[[ MATERIAL SUPPLIED open ]]
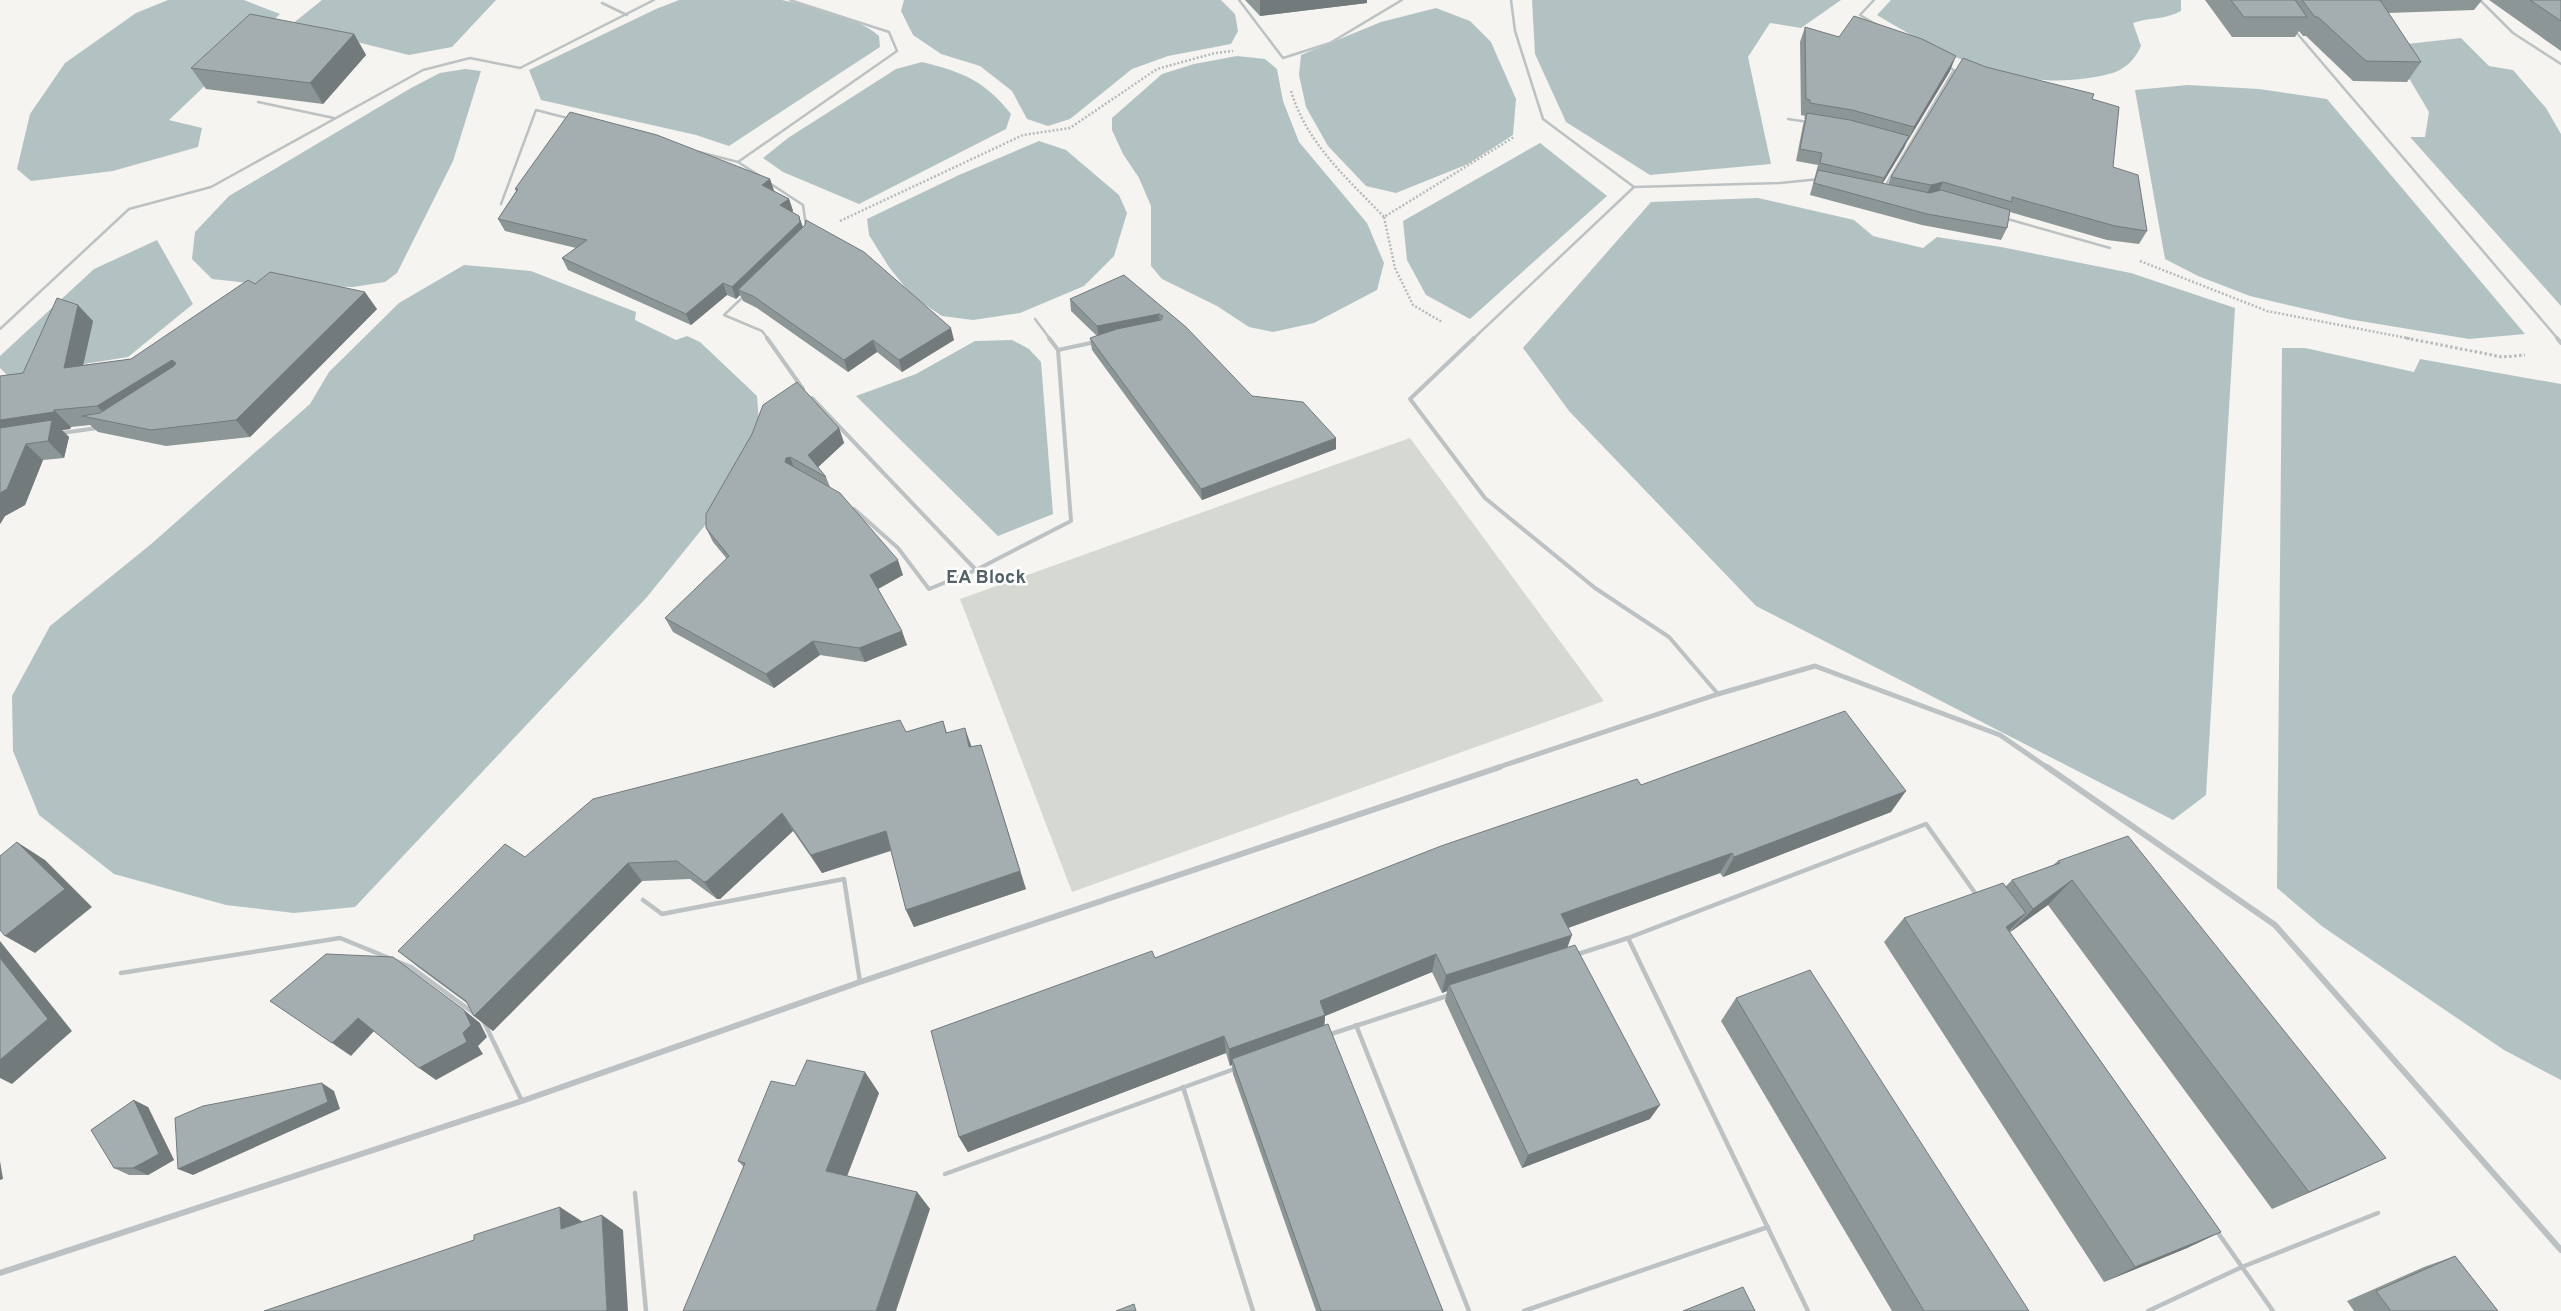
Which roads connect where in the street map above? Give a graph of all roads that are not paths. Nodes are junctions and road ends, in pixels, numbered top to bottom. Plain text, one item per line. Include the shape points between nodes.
1 (654, 0) edge
2 (790, 0) edge
3 (1239, 0) edge
4 (1402, 0) edge
5 (1511, 0) edge
6 (1874, 0) edge
7 (2480, 0) edge
8 (602, 3) dead end
9 (627, 15) junction
10 (2292, 28) edge
11 (1886, 30) edge
12 (2561, 64) edge
13 (1945, 65) edge
14 (258, 102) edge
15 (336, 118) junction
16 (1788, 119) dead end
17 (574, 120) edge
18 (1817, 124) edge
19 (1900, 143) edge
20 (1909, 146) junction
21 (690, 149) edge
22 (738, 162) junction
23 (1825, 180) edge
24 (1634, 187) junction
25 (1880, 193) edge
26 (501, 204) dead end
27 (2000, 217) edge
28 (807, 235) edge
29 (2110, 248) road end
30 (745, 295) edge
31 (1035, 319) dead end
32 (0, 329) edge
33 (1105, 340) edge
34 (2561, 343) edge
35 (1058, 350) junction
36 (104, 427) edge
37 (57, 434) dead end
38 (850, 506) edge
39 (976, 570) junction
40 (1718, 694) junction
41 (642, 900) dead end
42 (1983, 905) edge
43 (1628, 938) junction
44 (1572, 956) edge
45 (121, 973) dead end
46 (860, 982) junction
47 (1459, 992) edge
48 (1356, 1025) junction
49 (1320, 1038) edge
50 (1247, 1064) edge
51 (1183, 1088) junction
52 (522, 1101) junction
53 (945, 1174) dead end
54 (635, 1193) dead end
55 (2378, 1213) dead end
56 (2214, 1227) edge
57 (1768, 1228) junction
58 (2561, 1250) edge
59 (2242, 1267) junction
60 (0, 1272) edge
61 (646, 1311) edge
62 (1253, 1311) edge
63 (1469, 1311) edge
64 (1524, 1311) edge
65 (1808, 1311) edge
66 (2148, 1311) edge
67 (2274, 1311) edge

1 - 9 lane
2 - 22 lane via 889,32 897,51
3 - 4 lane via 1283,58 1349,34
5 - 24 lane via 1515,31 1542,119
6 - 11 lane via 1860,15
7 - 12 lane via 2513,33
8 - 9 lane
9 - 15 lane via 520,68 470,58 423,70
10 - 34 lane
13 - 20 lane via 1954,70
14 - 15 lane
15 - 32 lane via 211,187 129,209
16 - 18 lane
17 - 26 lane via 536,110
19 - 20 lane
20 - 25 lane
21 - 22 lane
22 - 28 lane via 803,205
23 - 24 lane
24 - 40 lane via 1410,399 1485,498 1595,588 1669,637
27 - 29 lane
30 - 39 lane via 724,315 762,331 803,389
31 - 35 lane
33 - 35 lane
35 - 39 lane via 1071,521
36 - 37 lane
38 - 39 lane via 898,548 930,589
40 - 46 street
40 - 58 street via 1815,666 2000,734 2275,925
41 - 46 lane via 662,914 844,878
42 - 43 lane via 1926,824
43 - 44 lane
43 - 57 lane
45 - 52 lane via 340,938 411,967 483,1020
46 - 52 street
47 - 48 lane
48 - 49 lane
48 - 63 lane
50 - 51 lane
51 - 53 lane
51 - 62 lane
52 - 60 street
54 - 61 lane
55 - 59 lane
56 - 59 lane
57 - 64 lane
57 - 65 lane
59 - 66 lane
59 - 67 lane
[[ MATERIAL SUPPLIED closed ]]
* **WHAT THIS TASK INVOLVES**
Please work out how many lines of the listing contain the string "dead", and answer with the number only.

* **THE COMPLETED TASK**
10